LCR circuits might seem daunting; I would suggest viewing them as LC circuits with a small resistor tacked on. As we learned earlier, the LC combination produces oscillations! The inductor (L) stores energy -in its magnetic (B) field- when there is any current in the circuit; while the capacitor, on the other hand, stores energy -in its charge and the associated E field- when the current in the circuit is zero.... There is always energy somewhere, and it transfers back-and-forth, from the inductor to the capacitor, in an oscillatory fashion.
A small resistor adds a third element which transfers energy out of the circuit, e.g., into light and/or heat. We can regard the resistor as a small perturbation that gradually diminishes the energy in the circuit; with each oscillation the peak values of the charge and the current are a little less than they were the time before.
Below are some notes -calculations- which show a fundamental model equation for an LCR circuit and its solution in terms of Q(t). The main things you need to know are:
1) what the equation for Q(t) is; what its graph looks like -in detail-; and how its parameters and behavior depend on L, C and R.

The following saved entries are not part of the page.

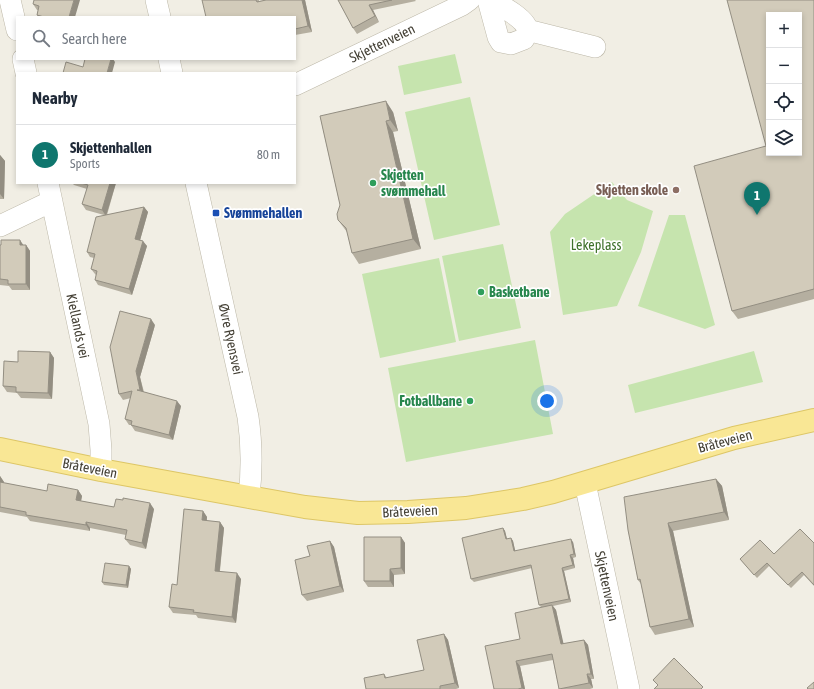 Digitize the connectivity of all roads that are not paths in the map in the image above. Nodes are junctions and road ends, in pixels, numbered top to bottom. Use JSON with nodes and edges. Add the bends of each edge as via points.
{"nodes":[{"id":1,"x":10,"y":0,"type":"edge"},
{"id":2,"x":156,"y":0,"type":"edge"},
{"id":3,"x":469,"y":0,"type":"edge"},
{"id":4,"x":490,"y":0,"type":"edge"},
{"id":5,"x":160,"y":16,"type":"edge"},
{"id":6,"x":16,"y":26,"type":"edge"},
{"id":7,"x":527,"y":30,"type":"junction"},
{"id":8,"x":595,"y":47,"type":"dead end"},
{"id":9,"x":23,"y":60,"type":"edge"},
{"id":10,"x":169,"y":60,"type":"edge"},
{"id":11,"x":26,"y":72,"type":"edge"},
{"id":12,"x":172,"y":72,"type":"edge"},
{"id":13,"x":296,"y":85,"type":"edge"},
{"id":14,"x":196,"y":184,"type":"edge"},
{"id":15,"x":50,"y":192,"type":"edge"},
{"id":16,"x":0,"y":226,"type":"edge"},
{"id":17,"x":814,"y":420,"type":"edge"},
{"id":18,"x":0,"y":449,"type":"edge"},
{"id":19,"x":101,"y":470,"type":"junction"},
{"id":20,"x":585,"y":483,"type":"junction"},
{"id":21,"x":249,"y":497,"type":"junction"},
{"id":22,"x":629,"y":689,"type":"edge"}],
"edges":[{"from":1,"to":6,"type":"street"},
{"from":2,"to":5,"type":"street"},
{"from":3,"to":13,"type":"street","name":"Skjettenveien"},
{"from":4,"to":7,"type":"street","via":[[522,20]]},
{"from":4,"to":7,"type":"street","via":[[501,42],[511,44],[524,39]]},
{"from":7,"to":8,"type":"street"},
{"from":9,"to":11,"type":"street"},
{"from":10,"to":12,"type":"street"},
{"from":14,"to":21,"type":"street","name":"Øvre Ryensvei","via":[[248,417],[252,456]]},
{"from":15,"to":16,"type":"street"},
{"from":15,"to":19,"type":"street","name":"Kiellands vei","via":[[99,424]]},
{"from":17,"to":20,"type":"main road","name":"Bråteveien","via":[[734,438]]},
{"from":18,"to":19,"type":"main road","name":"Bråteveien"},
{"from":19,"to":21,"type":"main road","name":"Bråteveien"},
{"from":20,"to":21,"type":"main road","name":"Bråteveien","via":[[496,504],[386,513],[334,511]]},
{"from":20,"to":22,"type":"street","name":"Skjettenveien"}]}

2) same thing for the current, I(t). Additionally, the relationship, graphical and in equation form, between I(t) and Q(t) is important.
3) how to calculate energy from I(t) and Q(t).
4) how to calculate w, T and tau from L, C and R, and what they are and what role they play in Q, I, V and all related energies.
and additionally,
4) to have an intuitive feel for and understanding of the characteristic time scales-- tau and T -- and to understand what it means for tau to be much greater than T.
Your comments and questions are welcome!
On page one why do you split the cosine and sine funtions into two separate equations, and why are they separately equal to zero?
ReplyDeleteLeana: The question you ask is a very core question and very important. Can I explain it to you after class Monday?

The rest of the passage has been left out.